[What to produce]:
A verbatim transcript of the data that follows, free of images, is the expected result.

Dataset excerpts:

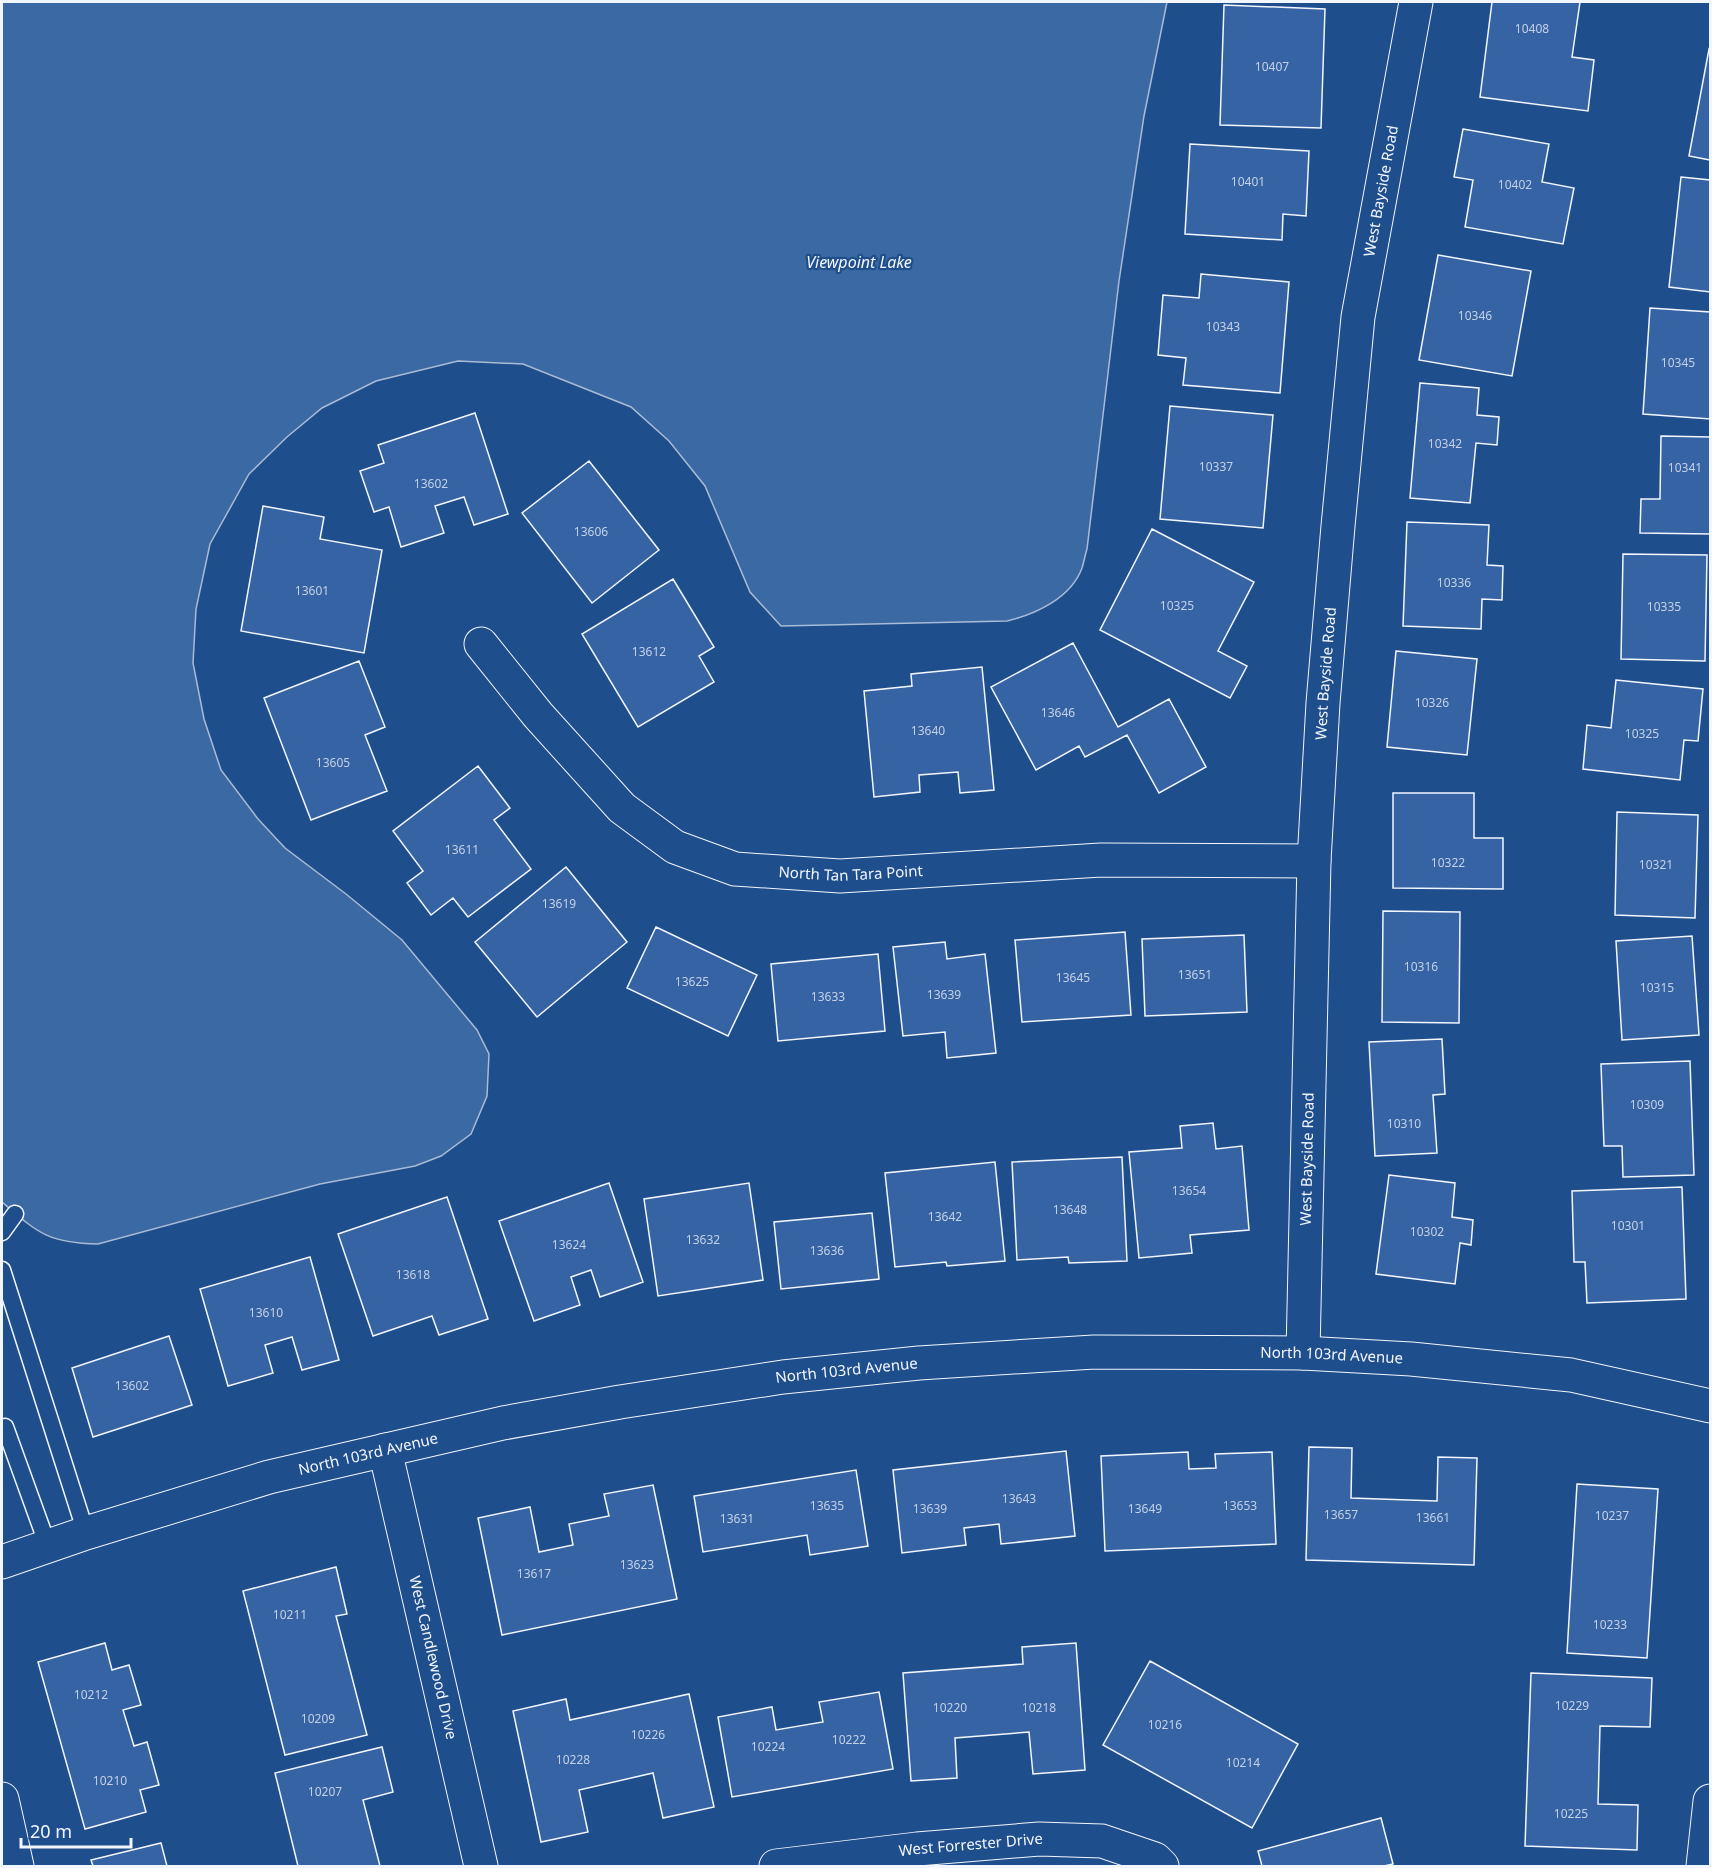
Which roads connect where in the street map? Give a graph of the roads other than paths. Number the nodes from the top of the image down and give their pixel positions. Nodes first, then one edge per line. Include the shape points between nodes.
1 (1416, 2) edge
2 (481, 644) dead end
3 (1314, 861) junction
4 (15, 1214) dead end
5 (2, 1232) edge
6 (2, 1270) edge
7 (1303, 1353) junction
8 (1710, 1406) edge
9 (5, 1427) dead end
10 (385, 1450) junction
11 (86, 1533) junction
12 (48, 1546) junction
13 (2, 1562) edge
14 (2, 1800) edge
15 (1710, 1801) edge
16 (17, 1866) edge
17 (482, 1866) edge
18 (776, 1866) edge
19 (1162, 1866) edge
20 (1703, 1866) edge

1 - 3 street, West Bayside Road via 1358,317 1329,632
2 - 3 street, North Tan Tara Point via 538,715 622,808 675,847 735,869 840,876 1101,860
3 - 7 street, West Bayside Road
4 - 5 lane
6 - 11 lane
7 - 8 street, North 103rd Avenue via 1571,1375
7 - 10 street, North 103rd Avenue via 1094,1352 919,1363 783,1377 503,1423
9 - 12 lane
10 - 11 street, North 103rd Avenue via 269,1477
10 - 17 street, West Candlewood Drive
11 - 12 street, North 103rd Avenue
12 - 13 street, North 103rd Avenue
14 - 16 street
15 - 20 street
18 - 19 street, West Forrester Drive via 1039,1839 1102,1841 1155,1859

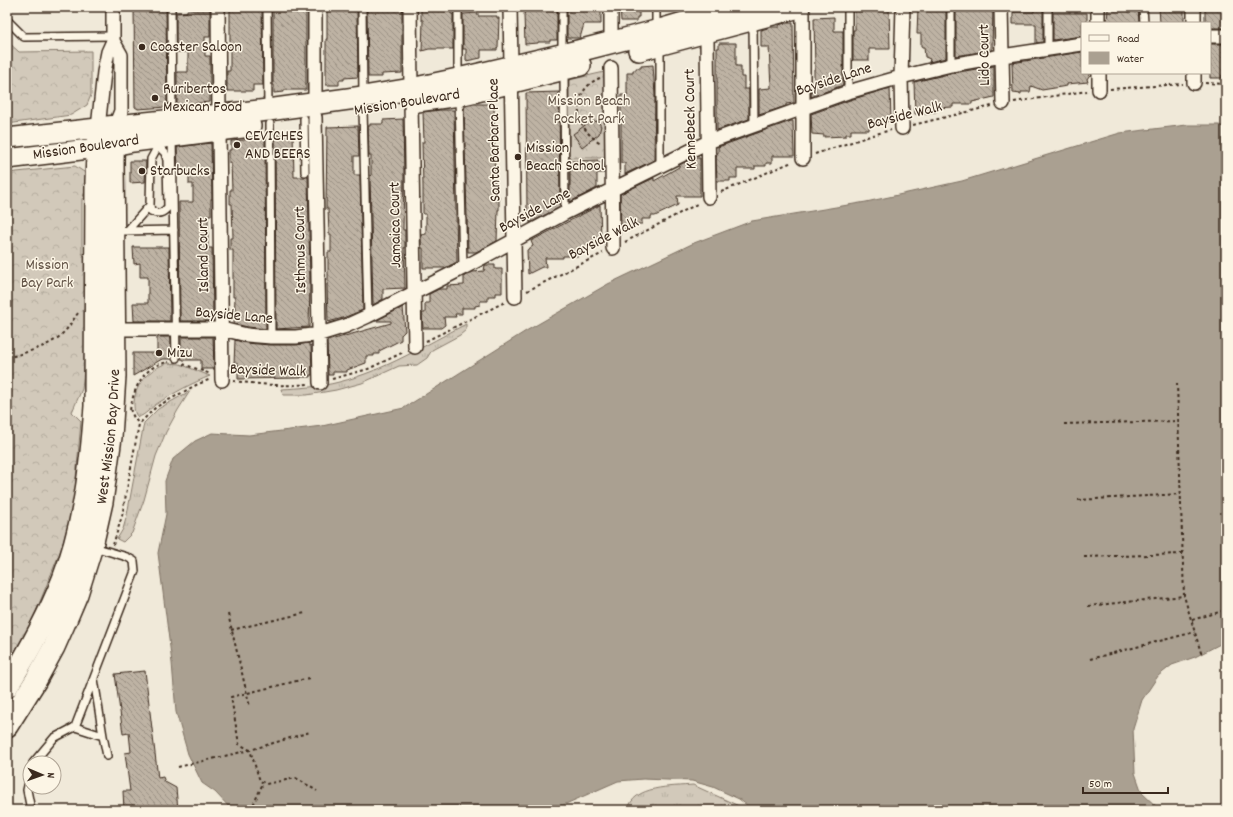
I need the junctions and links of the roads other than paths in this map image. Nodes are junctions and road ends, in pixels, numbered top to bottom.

[Output]:
Which roads connect where in the street map? Give a graph of the roads other than paths. Number the nodes from the top of the image down and give their pixel positions. Nodes first, then one edge per line. Include the shape points between nodes.
1 (1416, 2) edge
2 (481, 644) dead end
3 (1314, 861) junction
4 (15, 1214) dead end
5 (2, 1232) edge
6 (2, 1270) edge
7 (1303, 1353) junction
8 (1710, 1406) edge
9 (5, 1427) dead end
10 (385, 1450) junction
11 (86, 1533) junction
12 (48, 1546) junction
13 (2, 1562) edge
14 (2, 1800) edge
15 (1710, 1801) edge
16 (17, 1866) edge
17 (482, 1866) edge
18 (776, 1866) edge
19 (1162, 1866) edge
20 (1703, 1866) edge

1 - 3 street, West Bayside Road via 1358,317 1329,632
2 - 3 street, North Tan Tara Point via 538,715 622,808 675,847 735,869 840,876 1101,860
3 - 7 street, West Bayside Road
4 - 5 lane
6 - 11 lane
7 - 8 street, North 103rd Avenue via 1571,1375
7 - 10 street, North 103rd Avenue via 1094,1352 919,1363 783,1377 503,1423
9 - 12 lane
10 - 11 street, North 103rd Avenue via 269,1477
10 - 17 street, West Candlewood Drive
11 - 12 street, North 103rd Avenue
12 - 13 street, North 103rd Avenue
14 - 16 street
15 - 20 street
18 - 19 street, West Forrester Drive via 1039,1839 1102,1841 1155,1859

I need the junctions and links of the roads other than paths in this map image. Nodes are junctions and road ends, in pixels, numbered top to bottom.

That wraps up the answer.